▸ TASK STATEMENT:
What you return should be the lines of the data containing "positions", each in full.

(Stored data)
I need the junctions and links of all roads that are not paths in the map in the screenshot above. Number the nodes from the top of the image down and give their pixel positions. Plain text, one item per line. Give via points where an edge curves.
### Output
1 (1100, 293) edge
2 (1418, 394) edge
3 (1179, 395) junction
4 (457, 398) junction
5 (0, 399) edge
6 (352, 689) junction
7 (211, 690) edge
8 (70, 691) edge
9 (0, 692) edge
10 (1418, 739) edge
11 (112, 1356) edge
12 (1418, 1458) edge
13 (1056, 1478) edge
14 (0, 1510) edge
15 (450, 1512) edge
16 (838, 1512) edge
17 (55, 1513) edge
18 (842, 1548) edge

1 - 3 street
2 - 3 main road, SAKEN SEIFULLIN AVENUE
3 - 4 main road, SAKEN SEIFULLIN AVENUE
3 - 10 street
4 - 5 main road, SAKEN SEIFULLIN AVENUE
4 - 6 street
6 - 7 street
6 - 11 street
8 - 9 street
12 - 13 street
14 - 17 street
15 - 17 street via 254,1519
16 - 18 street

--

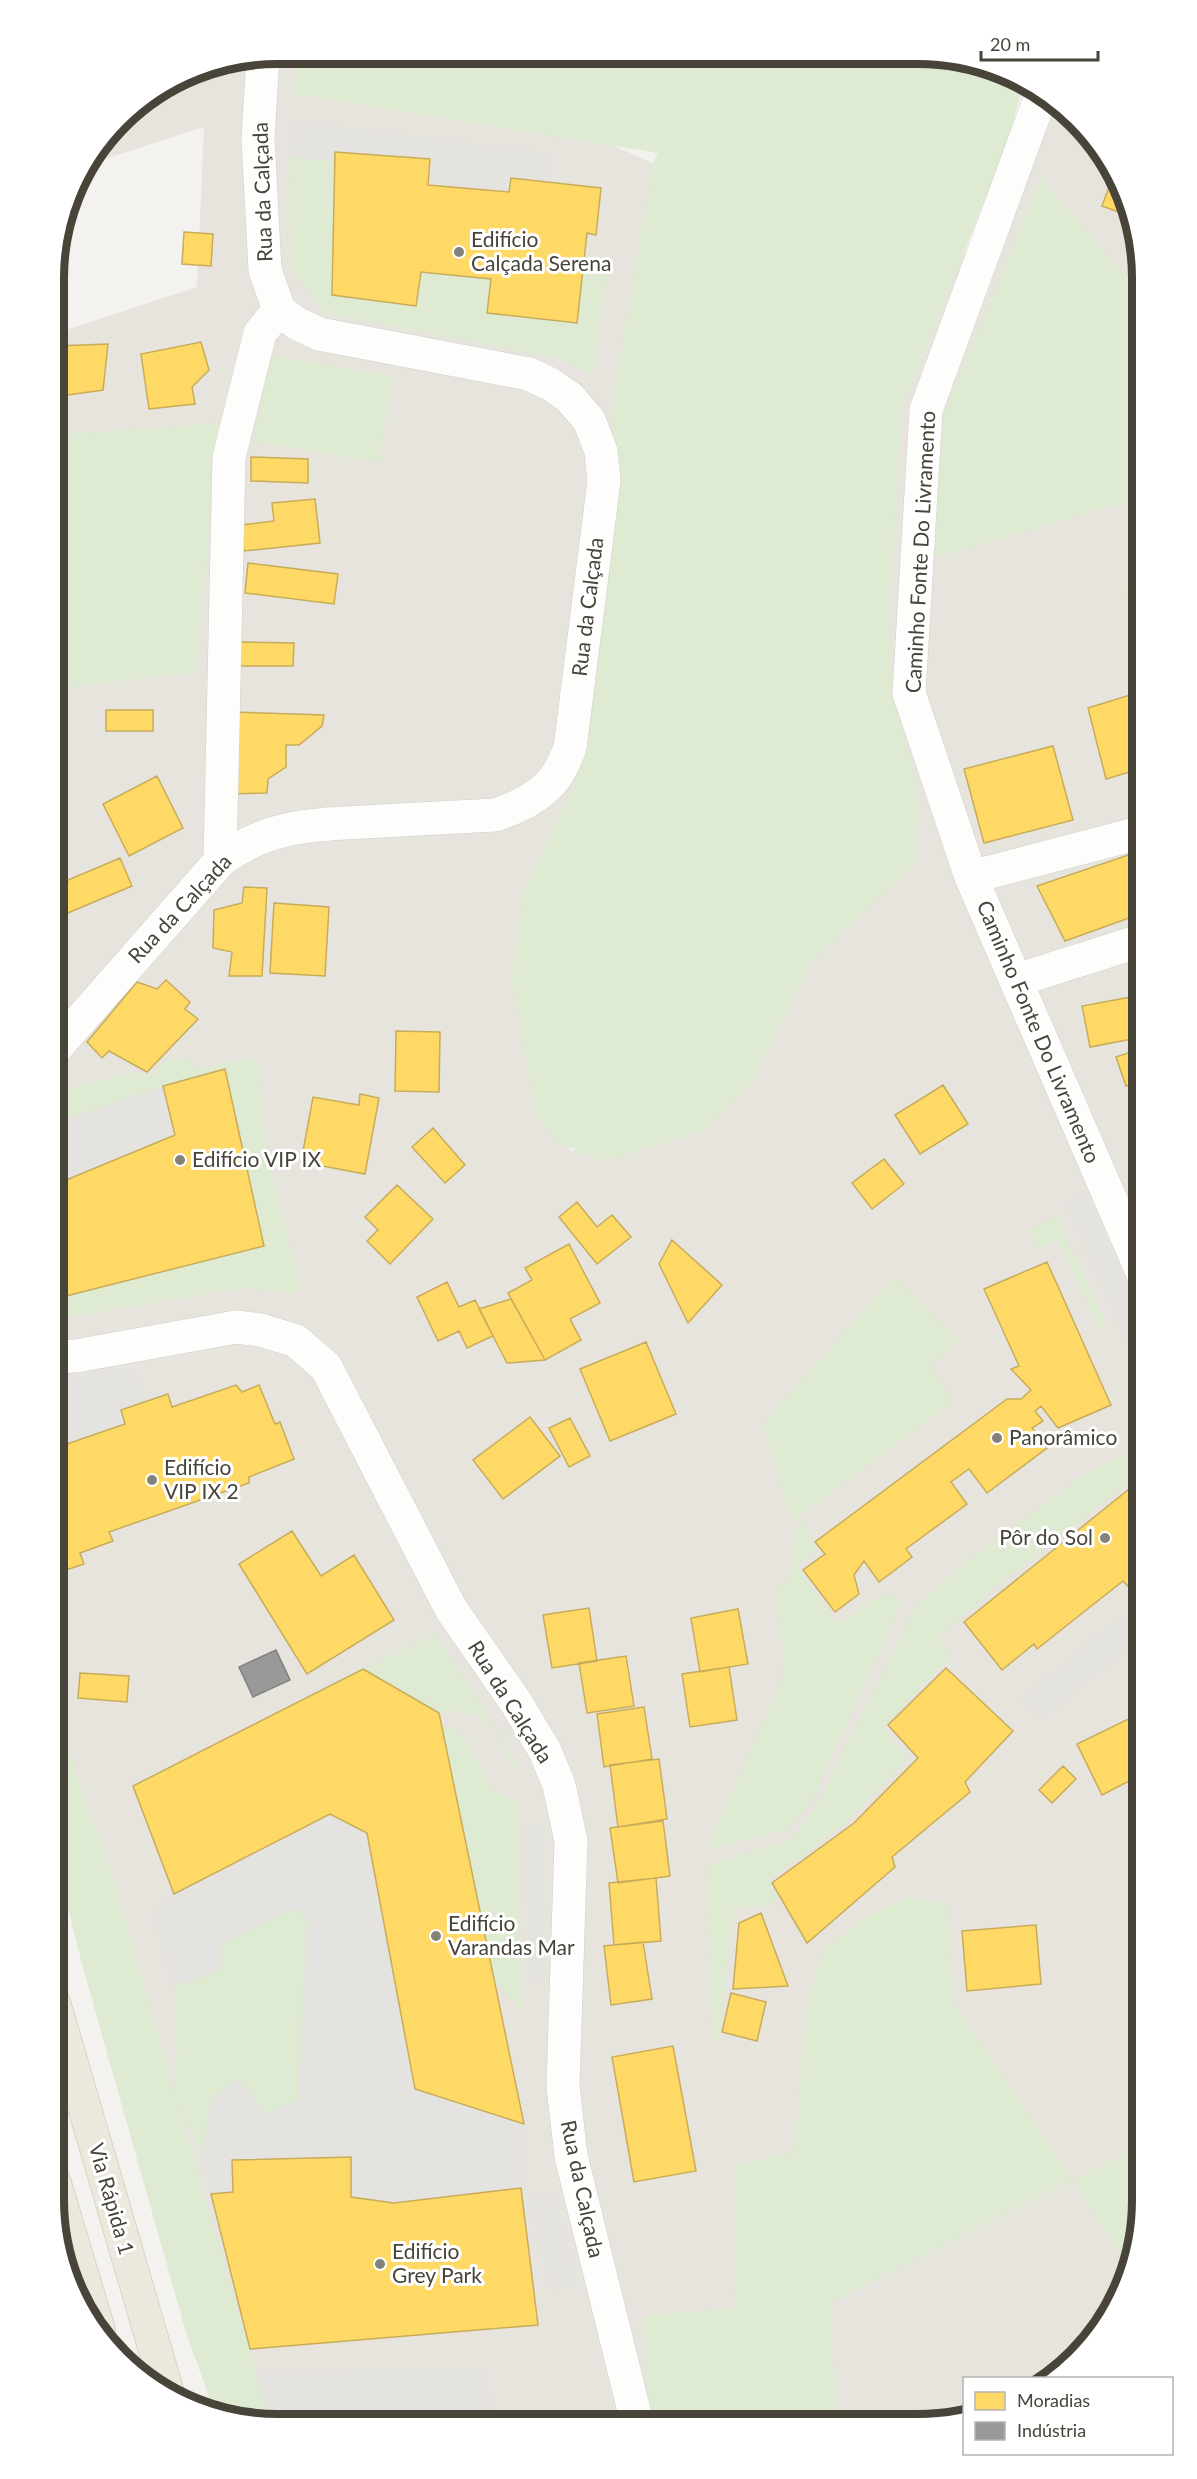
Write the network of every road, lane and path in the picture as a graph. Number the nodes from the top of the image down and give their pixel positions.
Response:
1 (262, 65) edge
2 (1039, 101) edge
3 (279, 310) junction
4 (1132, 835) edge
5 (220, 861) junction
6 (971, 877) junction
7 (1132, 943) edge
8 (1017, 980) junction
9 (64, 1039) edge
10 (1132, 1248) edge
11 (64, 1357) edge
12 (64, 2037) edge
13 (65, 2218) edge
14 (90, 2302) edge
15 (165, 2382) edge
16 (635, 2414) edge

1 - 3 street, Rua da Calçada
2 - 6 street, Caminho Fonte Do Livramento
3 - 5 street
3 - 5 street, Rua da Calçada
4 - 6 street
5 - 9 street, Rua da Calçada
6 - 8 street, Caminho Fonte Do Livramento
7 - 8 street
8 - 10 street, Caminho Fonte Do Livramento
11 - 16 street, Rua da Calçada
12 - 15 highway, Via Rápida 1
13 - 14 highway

▸ OUTPUT FOR THIS EXERCISE:
I need the junctions and links of all roads that are not paths in the map in the screenshot above. Number the nodes from the top of the image down and give their pixel positions. Plain text, one item per line. Give via points where an edge curves.
Write the network of every road, lane and path in the picture as a graph. Number the nodes from the top of the image down and give their pixel positions.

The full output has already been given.